# <center>Data Cleaning Part 2 </center>

# 4. Filtering Outliers

Outliers are data points that are significantly different from the rest of the dataset. They can skew analysis and lead to incorrect conclusions. Identifying and handling outliers ensures the dataset remains robust and reliable.

### 1. Statistical Methods

#### Z-score
- **Purpose**: Measure the number of standard deviations a data point is from the mean.
- **Method**: Calculate Z-scores and filter out data points with Z-scores beyond a certain threshold (commonly ±3).

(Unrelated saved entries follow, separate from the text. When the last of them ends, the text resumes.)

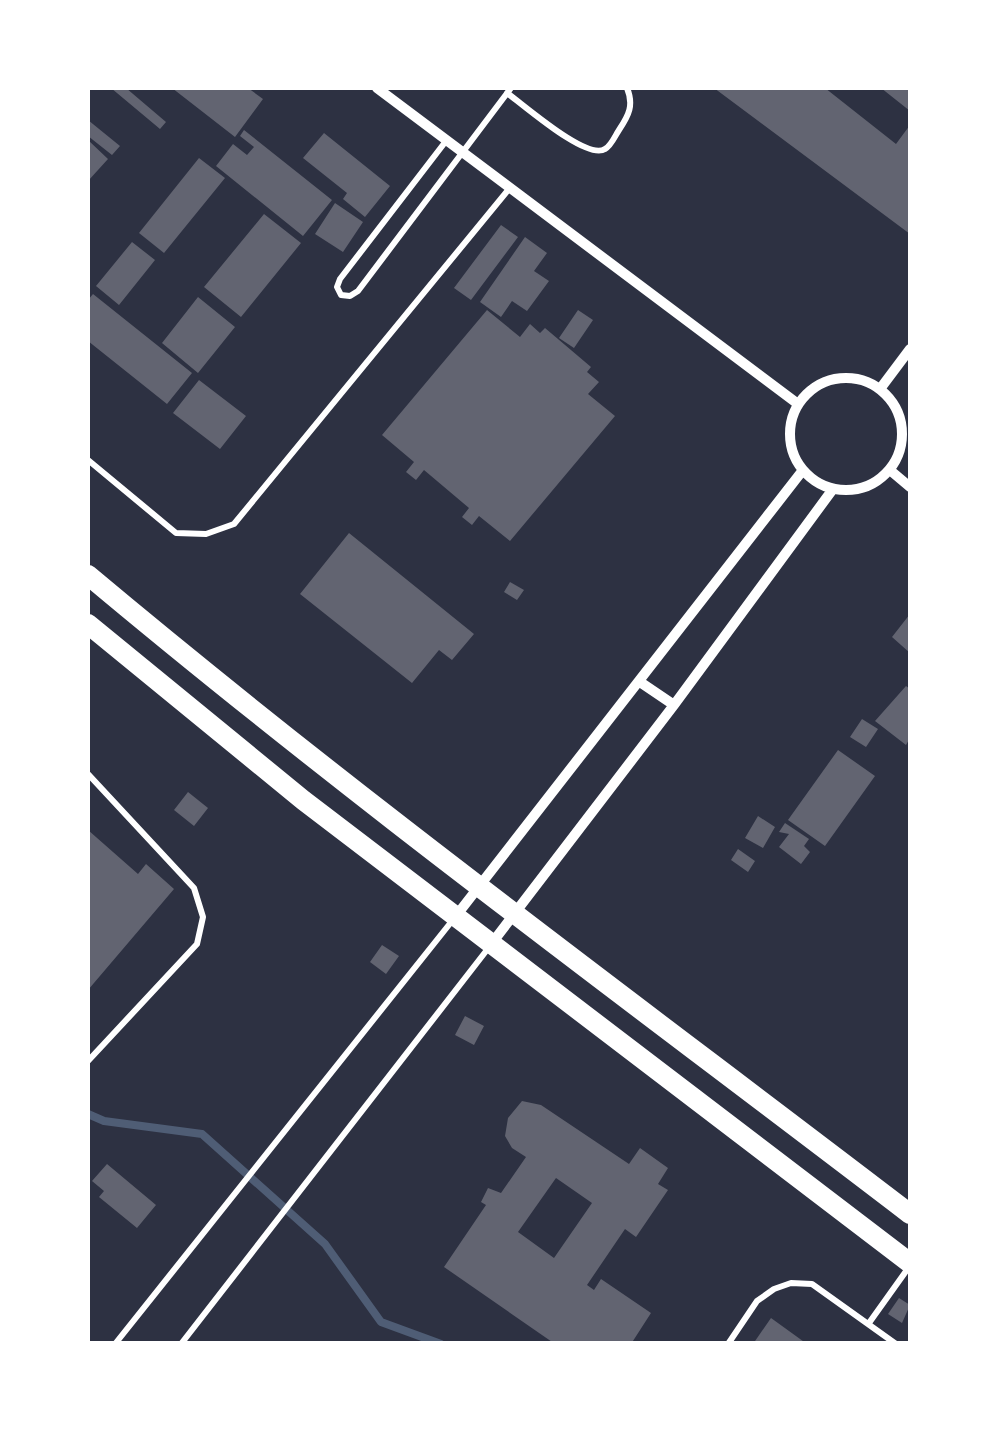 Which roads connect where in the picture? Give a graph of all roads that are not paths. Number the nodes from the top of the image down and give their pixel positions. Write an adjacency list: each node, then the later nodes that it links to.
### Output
1 (377, 88): 4 (street)
2 (627, 88): 3 (lane)
3 (509, 90): 5 (lane)
4 (446, 140): 5 (street); 5 (lane)
5 (461, 152): 6 (street)
6 (510, 188): 9 (street); 10 (lane)
7 (910, 349): 8 (street)
8 (880, 389): 9 (street); 12 (street)
9 (798, 404): 11 (street)
10 (88, 460)
11 (803, 470): 14 (street); 17 (street)
12 (891, 470): 13 (street); 14 (street)
13 (910, 487)
14 (832, 489): 18 (street)
15 (88, 575): 20 (highway)
16 (88, 624): 22 (highway)
17 (640, 682): 18 (street); 20 (street)
18 (674, 705): 21 (street)
19 (88, 774): 24 (lane)
20 (481, 888): 21 (highway); 22 (street)
21 (514, 914): 23 (street); 25 (highway)
22 (456, 916): 23 (highway); 28 (lane)
23 (492, 944): 26 (highway); 29 (lane)
24 (88, 1060)
25 (910, 1214)
26 (910, 1264): 27 (lane)
27 (869, 1322): 30 (lane); 31 (lane)
28 (114, 1344)
29 (181, 1344)
30 (728, 1344)
31 (896, 1344)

#### IQR (Interquartile Range)
- **Purpose**: Identify outliers based on the spread of the middle 50% of the data.
- **Method**: Calculate the IQR and filter out data points outside 1.5 times the IQR above the third quartile or below the first quartile.

### 2. Visualization Tools

#### Box Plot
- **Purpose**: Visual representation of the distribution of data points, highlighting outliers.
- **Method**: Use box plots to visually identify outliers.

#### Scatter Plot
- **Purpose**: Visual representation of data points to spot outliers.
- **Method**: Use scatter plots to identify and investigate outliers.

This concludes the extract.